**Exercise prompt:** Report every line below that has the string "Michoacana" in it.

**Exercise data:**

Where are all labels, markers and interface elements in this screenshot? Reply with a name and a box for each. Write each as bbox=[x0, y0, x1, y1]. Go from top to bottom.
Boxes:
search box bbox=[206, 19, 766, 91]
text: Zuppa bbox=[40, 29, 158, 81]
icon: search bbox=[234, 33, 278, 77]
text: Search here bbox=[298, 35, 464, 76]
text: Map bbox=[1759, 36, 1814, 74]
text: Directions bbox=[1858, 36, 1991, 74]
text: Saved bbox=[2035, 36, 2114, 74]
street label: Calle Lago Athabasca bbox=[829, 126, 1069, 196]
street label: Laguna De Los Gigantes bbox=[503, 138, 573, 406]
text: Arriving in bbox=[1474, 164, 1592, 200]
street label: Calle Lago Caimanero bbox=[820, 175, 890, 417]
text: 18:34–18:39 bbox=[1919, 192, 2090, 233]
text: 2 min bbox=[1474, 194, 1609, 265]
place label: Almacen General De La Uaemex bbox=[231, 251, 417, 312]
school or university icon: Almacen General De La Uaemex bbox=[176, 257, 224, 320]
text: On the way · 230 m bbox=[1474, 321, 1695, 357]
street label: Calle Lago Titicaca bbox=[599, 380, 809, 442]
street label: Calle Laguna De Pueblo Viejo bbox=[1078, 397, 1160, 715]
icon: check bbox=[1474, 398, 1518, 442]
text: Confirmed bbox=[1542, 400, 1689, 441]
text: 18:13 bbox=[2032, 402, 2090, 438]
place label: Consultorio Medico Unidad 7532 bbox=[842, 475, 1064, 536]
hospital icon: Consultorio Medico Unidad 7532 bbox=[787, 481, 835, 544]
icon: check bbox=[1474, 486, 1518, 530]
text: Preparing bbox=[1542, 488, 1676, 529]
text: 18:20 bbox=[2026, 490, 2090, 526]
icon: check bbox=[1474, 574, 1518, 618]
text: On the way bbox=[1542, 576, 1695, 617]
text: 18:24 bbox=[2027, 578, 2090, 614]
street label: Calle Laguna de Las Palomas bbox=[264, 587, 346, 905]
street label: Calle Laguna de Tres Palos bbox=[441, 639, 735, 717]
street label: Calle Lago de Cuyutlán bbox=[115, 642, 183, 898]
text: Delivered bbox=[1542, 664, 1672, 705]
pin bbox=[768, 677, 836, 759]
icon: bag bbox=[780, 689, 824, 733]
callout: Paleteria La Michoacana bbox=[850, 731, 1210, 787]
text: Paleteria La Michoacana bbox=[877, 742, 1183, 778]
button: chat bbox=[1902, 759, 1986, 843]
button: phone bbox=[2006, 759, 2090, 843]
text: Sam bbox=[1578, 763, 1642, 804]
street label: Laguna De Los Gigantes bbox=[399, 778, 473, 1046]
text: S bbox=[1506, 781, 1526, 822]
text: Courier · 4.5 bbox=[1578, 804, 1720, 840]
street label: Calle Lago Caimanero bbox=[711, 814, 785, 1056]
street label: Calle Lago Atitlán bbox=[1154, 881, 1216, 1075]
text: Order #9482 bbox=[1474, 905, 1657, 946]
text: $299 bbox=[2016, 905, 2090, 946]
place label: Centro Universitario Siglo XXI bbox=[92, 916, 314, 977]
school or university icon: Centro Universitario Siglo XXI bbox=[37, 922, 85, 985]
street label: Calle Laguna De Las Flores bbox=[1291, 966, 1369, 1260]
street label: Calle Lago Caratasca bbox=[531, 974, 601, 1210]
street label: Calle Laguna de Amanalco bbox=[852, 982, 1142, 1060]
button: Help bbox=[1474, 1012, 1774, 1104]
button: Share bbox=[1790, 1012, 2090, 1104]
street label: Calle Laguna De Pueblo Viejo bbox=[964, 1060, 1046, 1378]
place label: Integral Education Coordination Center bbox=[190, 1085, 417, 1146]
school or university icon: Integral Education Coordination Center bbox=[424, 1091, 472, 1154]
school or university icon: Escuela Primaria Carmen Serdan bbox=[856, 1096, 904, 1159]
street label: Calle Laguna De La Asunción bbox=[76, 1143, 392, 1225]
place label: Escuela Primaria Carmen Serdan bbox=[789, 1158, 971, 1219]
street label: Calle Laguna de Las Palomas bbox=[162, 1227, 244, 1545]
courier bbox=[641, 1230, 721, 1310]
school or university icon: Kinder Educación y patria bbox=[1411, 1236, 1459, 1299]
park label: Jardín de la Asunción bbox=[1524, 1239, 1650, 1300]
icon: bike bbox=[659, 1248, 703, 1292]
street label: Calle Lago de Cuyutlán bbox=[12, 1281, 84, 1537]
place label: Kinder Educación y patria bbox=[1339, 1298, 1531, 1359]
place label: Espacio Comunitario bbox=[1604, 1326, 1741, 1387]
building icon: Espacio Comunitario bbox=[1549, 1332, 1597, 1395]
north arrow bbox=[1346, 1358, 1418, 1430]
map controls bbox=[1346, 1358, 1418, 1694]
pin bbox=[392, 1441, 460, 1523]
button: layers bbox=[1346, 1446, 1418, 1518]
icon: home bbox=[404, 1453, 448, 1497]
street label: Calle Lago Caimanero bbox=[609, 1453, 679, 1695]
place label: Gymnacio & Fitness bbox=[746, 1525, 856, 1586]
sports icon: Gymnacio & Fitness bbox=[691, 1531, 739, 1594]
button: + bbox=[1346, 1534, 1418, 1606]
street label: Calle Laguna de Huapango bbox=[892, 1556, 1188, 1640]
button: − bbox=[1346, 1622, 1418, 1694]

**Exercise response:**
callout: Paleteria La Michoacana bbox=[850, 731, 1210, 787]
text: Paleteria La Michoacana bbox=[877, 742, 1183, 778]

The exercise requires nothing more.